What about homeopathy? The beauty of homeopathy is this. I say to you “tell me your suffering.” You describe to me your experience of dis-ease in soul, mind and body. Homeopaths call this the totality of symptoms. In this description of your totality of symptoms all outwards manifestations of disorder are important (physical symptoms and diseases), but the most important thing is your subjective state. How do we experience ourselves, others and the world. In the homeopathic perspective the genesis of disease is to be found here. Things move from the centre to the periphery. Delusion and error in the interior show up as dysfunction in the exterior.
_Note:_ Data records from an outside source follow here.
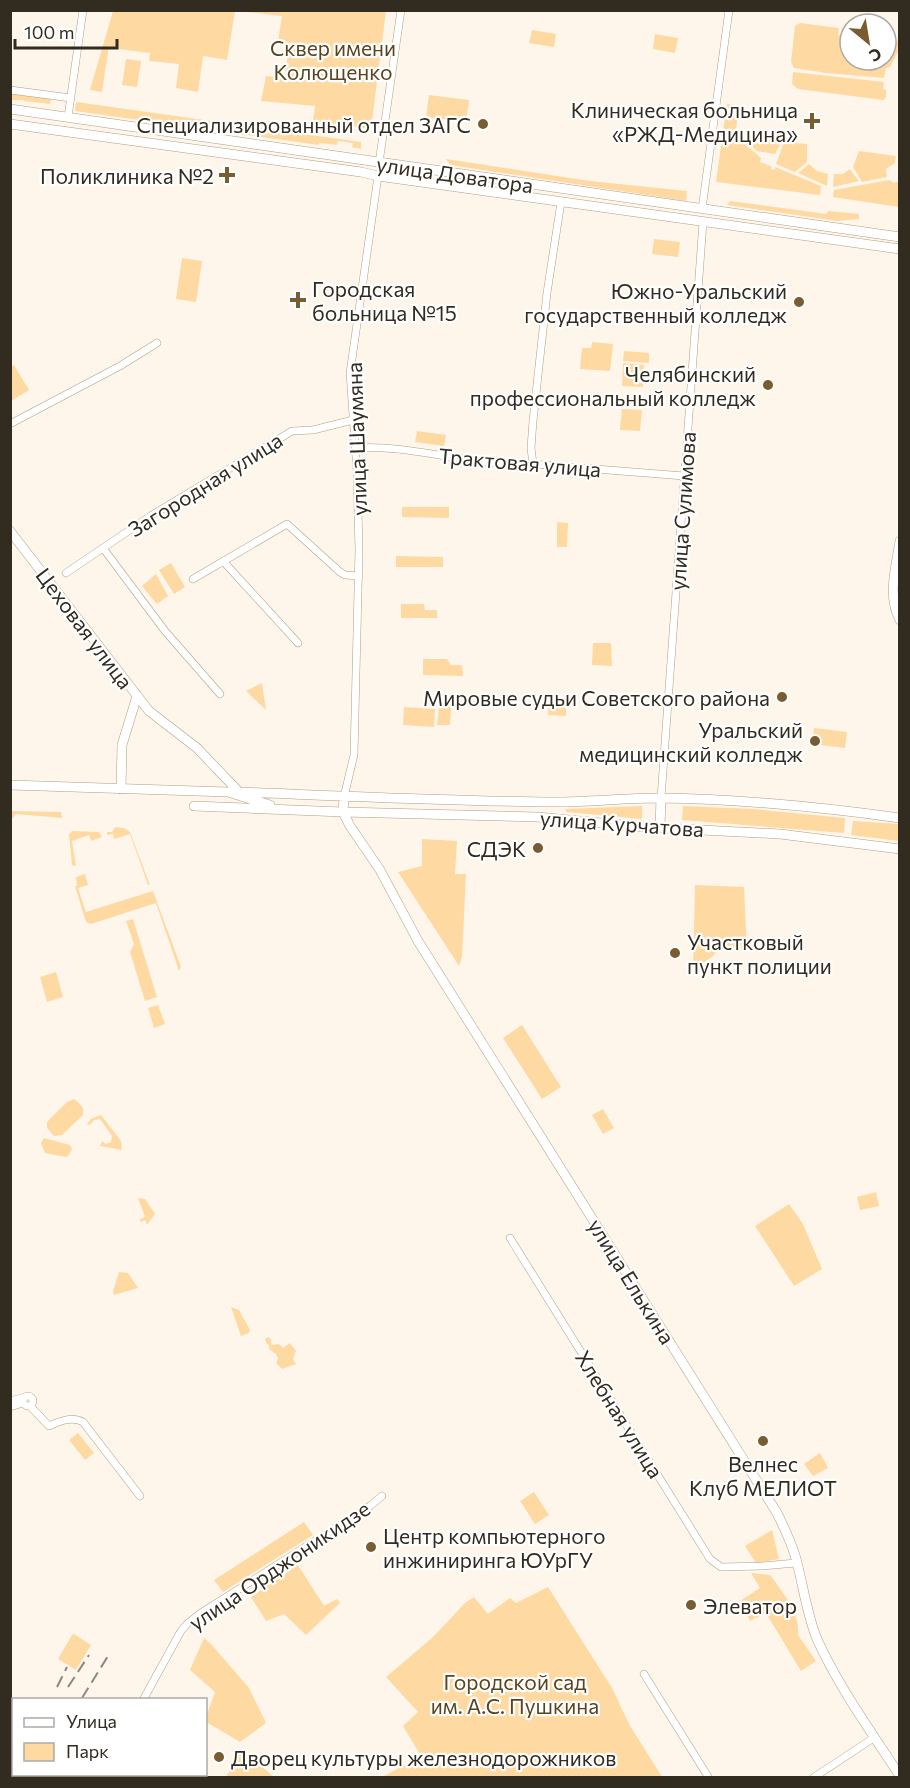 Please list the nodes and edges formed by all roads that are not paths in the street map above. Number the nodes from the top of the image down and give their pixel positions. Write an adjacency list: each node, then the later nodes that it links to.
1 (83, 10): 5 (street)
2 (401, 10): 10 (street, улица Шаумяна)
3 (729, 10): 13 (street, улица Сулимова)
4 (10, 90): 5 (street)
5 (71, 98): 7 (street)
6 (10, 110): 7 (main road, улица Доватора)
7 (68, 117): 9 (main road); 10 (main road, улица Доватора)
8 (10, 124): 9 (main road, улица Доватора)
9 (66, 131): 11 (main road, улица Доватора)
10 (379, 163): 11 (main road, улица Шаумяна); 13 (main road, улица Доватора)
11 (378, 176): 12 (main road, улица Доватора); 18 (street, улица Шаумяна)
12 (561, 202): 14 (main road, улица Доватора); 21 (street)
13 (702, 209): 14 (main road, улица Сулимова); 15 (main road, улица Доватора)
14 (703, 222): 16 (main road, улица Доватора); 22 (street, улица Сулимова)
15 (900, 237)
16 (900, 249)
17 (157, 343): 19 (street)
18 (353, 420): 20 (street, улица Шаумяна); 25 (street, Загородная улица)
19 (10, 424)
20 (356, 448): 21 (street, Трактовая улица); 28 (street, улица Шаумяна)
21 (533, 464): 22 (street, Трактовая улица)
22 (684, 476): 38 (street, улица Сулимова)
23 (10, 531): 33 (main road, Цеховая улица)
24 (900, 541): 30 (main road)
25 (103, 548): 27 (street, Загородная улица); 32 (street)
26 (223, 561): 28 (street); 29 (street); 31 (street)
27 (66, 573)
28 (359, 576): 37 (street, улица Шаумяна)
29 (193, 579)
30 (900, 620)
31 (298, 643)
32 (220, 693)
33 (137, 696): 35 (main road); 36 (main road, Цеховая улица)
34 (10, 785): 35 (main road)
35 (121, 789): 40 (main road)
36 (239, 792): 37 (main road, улица Курчатова)
37 (344, 797): 38 (main road, улица Курчатова); 41 (main road)
38 (661, 798): 42 (main road, улица Курчатова); 43 (main road)
39 (194, 806): 40 (main road)
40 (284, 809): 41 (main road, улица Курчатова)
41 (343, 812): 43 (main road, улица Курчатова); 51 (main road, улица Елькина)
42 (900, 818)
43 (660, 827): 44 (main road, улица Курчатова)
44 (900, 849)
45 (510, 1238): 51 (street, Хлебная улица)
46 (10, 1401): 47 (street)
47 (26, 1402): 48 (street); 49 (street)
48 (10, 1407)
49 (140, 1496)
50 (382, 1496): 53 (street, улица Орджоникидзе)
51 (797, 1565): 54 (main road, улица Елькина)
52 (644, 1674): 58 (street)
53 (144, 1698)
54 (875, 1737): 56 (main road, улица Елькина); 59 (street)
55 (101, 1776): 57 (main road)
56 (900, 1776)
57 (109, 1778)
58 (709, 1778)
59 (813, 1778)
What happens next in the homeopathic procedure is what is so extraordinary, and to many, unbelievable. Find a substance – more often than not something from nature such as a mineral, plant or animal product (a mammalian milk or a snake venom for example ) – that is known, through a homeopathic trial in human test subjects using a special preparation of such a substance, to produce a similar state of suffering and dysfunction (totality of symptoms) to the state that you already described. You receive a “homeopathic dose” of the remedy based on its similarity with your condition
The homeopathic approach is to go towards, not against. It says your symptoms and your state are the very best your beloved wholeness can do to self-regulate and find balance in the face of physical, psychological or environmental stress. You and your symptoms are to be held and embraced. It’s as though the remedy (through its similarity) gently says “let me show you the nature of your trouble, you’re suffering, so that you might be free from it.” Like can be cured by like. But to see things really as they are is the first vital step.
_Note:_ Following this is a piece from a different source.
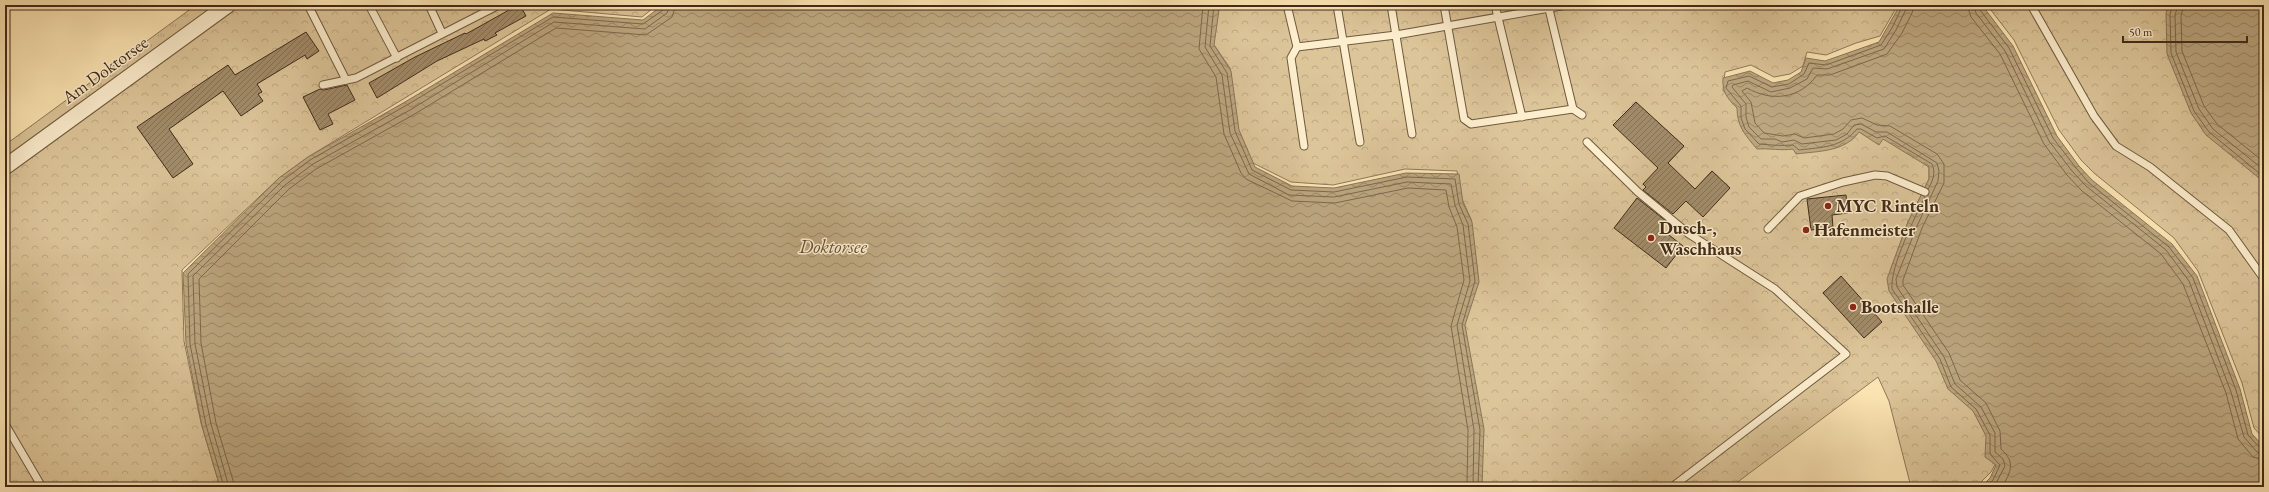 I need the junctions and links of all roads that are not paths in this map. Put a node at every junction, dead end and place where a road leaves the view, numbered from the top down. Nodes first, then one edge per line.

However well-intentioned, and with all the love with which it is given, the standard medical approach will drive things back into the darkness – things that want to be seen, known, accepted. The standard approach pushes back rather than passes through, in the sense of closing the door rather than passing through it. Go towards what cries out to be seen, felt, heard. And of course at times of crisis it may be right to push back and leave going towards for another day when things are easier. Often we have to firefight, and try to make things better for people in their lives, or in our own lives. But the homeopathic approach will always try to ask “what’s really going on here?” Will seek to open up rather than close down.
What a challenge for all of us at this critical point in human development – as we seek to find the deep acceptance of ourselves and others that is necessary if we are to continue to unfold as a species.